Серёга, рыдая, побежал к командиру корабля. Командир пришёл в ужас и спросил:

– А мне с тобой идти надо? Что сказал оперативный?

– Да ничего не сказал.

– Ладно. – сказал, подумав, командир. – Я с тобой пойду, но в кабинет к Адмиралу ты зайдёшь без меня, а я в приемной подожду. Ежели что, кликнешь.

И они, стеная и плача, отправились на экзекуцию. Дежурный же, хохоча, стал рассказывать эту историю своему сменщику.

– Пусть знает, салага, как подрезать пароход при швартовке! – сказал он ему. – Потопчется на КПП и вернётся, пропуска в штаб у него нет, тогда и расскажу правду.

– А ты разве не знаешь, что к Адмиралу пропускают без пропуска, достаточно сказать, что к нему идёшь. – заметил сменщик.

– Да ты что! – похолодел дежурный. – Первый раз слышу.

– Звони быстро, может, ещё не ушёл.

– Да ушли они с командиром в штаб флота минут пять назад. – сообщил дежурный по кораблю ошалевшему от страха оперативному.

В штабе флота служил однокашник оперативного.

– Юра, срочно перехвати Серёгу! – оперативный был близок к панике. – Что, к Адмиралу правда без пропуска можно попасть? – он уже хватался за соломинку.

– Да давно уже такой порядок, ты что, не знал? Бегу…

– Давай, Юра, давай, выручай, если он попадёт к Адмиралу, мне кранты!

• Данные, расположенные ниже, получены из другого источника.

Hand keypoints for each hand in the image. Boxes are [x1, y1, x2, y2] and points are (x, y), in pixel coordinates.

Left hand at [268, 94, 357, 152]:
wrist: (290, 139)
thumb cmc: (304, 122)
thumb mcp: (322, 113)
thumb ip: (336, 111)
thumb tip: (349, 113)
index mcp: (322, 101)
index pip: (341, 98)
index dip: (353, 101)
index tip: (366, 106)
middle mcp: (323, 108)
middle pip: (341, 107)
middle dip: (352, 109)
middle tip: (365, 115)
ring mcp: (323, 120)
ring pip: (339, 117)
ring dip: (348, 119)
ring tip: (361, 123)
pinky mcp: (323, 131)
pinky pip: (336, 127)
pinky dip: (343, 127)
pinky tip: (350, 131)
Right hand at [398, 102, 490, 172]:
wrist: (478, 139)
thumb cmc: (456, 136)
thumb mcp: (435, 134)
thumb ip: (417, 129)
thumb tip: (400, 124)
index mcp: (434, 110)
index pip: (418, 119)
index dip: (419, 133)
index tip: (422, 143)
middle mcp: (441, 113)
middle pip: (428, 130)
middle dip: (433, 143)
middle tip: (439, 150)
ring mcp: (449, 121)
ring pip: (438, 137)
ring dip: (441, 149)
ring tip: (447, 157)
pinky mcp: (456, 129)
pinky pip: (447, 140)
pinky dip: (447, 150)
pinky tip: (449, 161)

Юра побежал. Оперативный знал, что у кабинета адмирала всегда стоит очередь, состоящая из старших офицеров, и очень надеялся, что старший лейтенант к адмиралу попадёт не сразу. Юра опоздал.

– Иди, родной, иди! – капитаны первого и второго рангов с радостью уступили очередь на «эшафот» молодому старшему лейтенанту, надеясь, что им меньше достанется.

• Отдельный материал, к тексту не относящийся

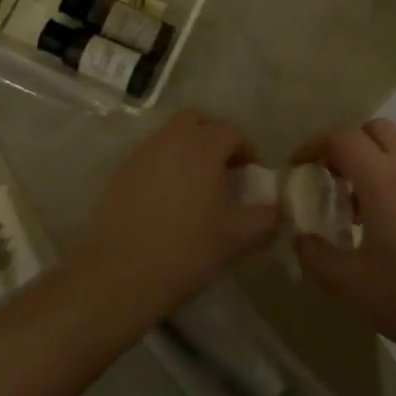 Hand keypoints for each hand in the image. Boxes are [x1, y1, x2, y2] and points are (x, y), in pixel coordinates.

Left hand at [80, 111, 277, 310]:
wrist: (122, 273)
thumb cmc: (187, 250)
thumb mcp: (236, 237)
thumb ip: (264, 217)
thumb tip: (275, 208)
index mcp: (201, 147)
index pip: (230, 131)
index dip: (246, 149)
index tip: (251, 174)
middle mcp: (169, 140)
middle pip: (194, 121)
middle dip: (212, 138)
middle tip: (223, 170)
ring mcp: (140, 154)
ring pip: (169, 137)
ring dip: (186, 152)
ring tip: (196, 188)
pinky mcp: (120, 173)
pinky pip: (149, 158)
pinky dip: (163, 168)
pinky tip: (167, 201)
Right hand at [292, 119, 395, 365]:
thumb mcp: (351, 285)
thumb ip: (315, 256)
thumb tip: (303, 238)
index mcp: (384, 181)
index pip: (343, 137)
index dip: (314, 145)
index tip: (299, 167)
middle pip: (376, 131)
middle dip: (348, 145)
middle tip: (331, 179)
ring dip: (375, 168)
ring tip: (362, 214)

– Чего тебе, салага, надо? – Адмирал встретил старшего лейтенанта довольно приветливо.

– Товарищ адмирал, я больше не буду! – зарыдал старший лейтенант.

– Чего не будешь? Говори толком.

– Корабли подрезать… При швартовке…

И Серёга, как на духу, всё рассказал Адмиралу. Через двадцать минут на гауптвахту отправились и оперативный, и Серёга. Правда, Адмирал долго смеялся и дал им по всего лишь по пять суток, они его здорово развеселили. Серёгин командир тут же получил личную аудиенцию у Адмирала, после которой долго ходил, держась за сердце.

Адмирала вскоре перевели в Москву, своему стилю общения с подчинёнными он не изменил. Но вскоре началась смута, прошу прощения, перестройка. Народ осмелел. Рассказывают, что кто-то из отчаянных офицеров, а может быть, просто доведённый до отчаяния человек, записал речь адмирала на разборе так называемых «полётов», обращенную к подчинённым, на диктофон, и плёнку передал средствам массовой информации, после чего Адмирала тихо спровадили на пенсию. Видимо, было в его речи что-то такое, что удивило видавших виды журналистов, и дальнейшая служба Адмирала перестала быть нужной Родине.

Альтернативщик застойных времён

Февраль 1982 года.

– Ты знаешь,– сказал мне мой друг-сослуживец Витька, – есть у меня один воин, который вызывает смутное беспокойство.

– В каком плане? – откликнулся я. Мы часто делились своими проблемами друг с другом, и эти проблемы после обсуждения решались гораздо быстрее и с лучшим качеством, чем когда её пытался решить один, недаром в известной поговорке приоритет отдаётся двум головам.

– Не могу понять… Недавно этот воин заявил мне, что в случае военных действий стрелять во врага не будет, потому что это противоречит его жизненным убеждениям.

– А ты сказал ему, что тогда свои выстрелят в него?

– Да сказал, мне, говорит, без разницы, не могу в людей стрелять.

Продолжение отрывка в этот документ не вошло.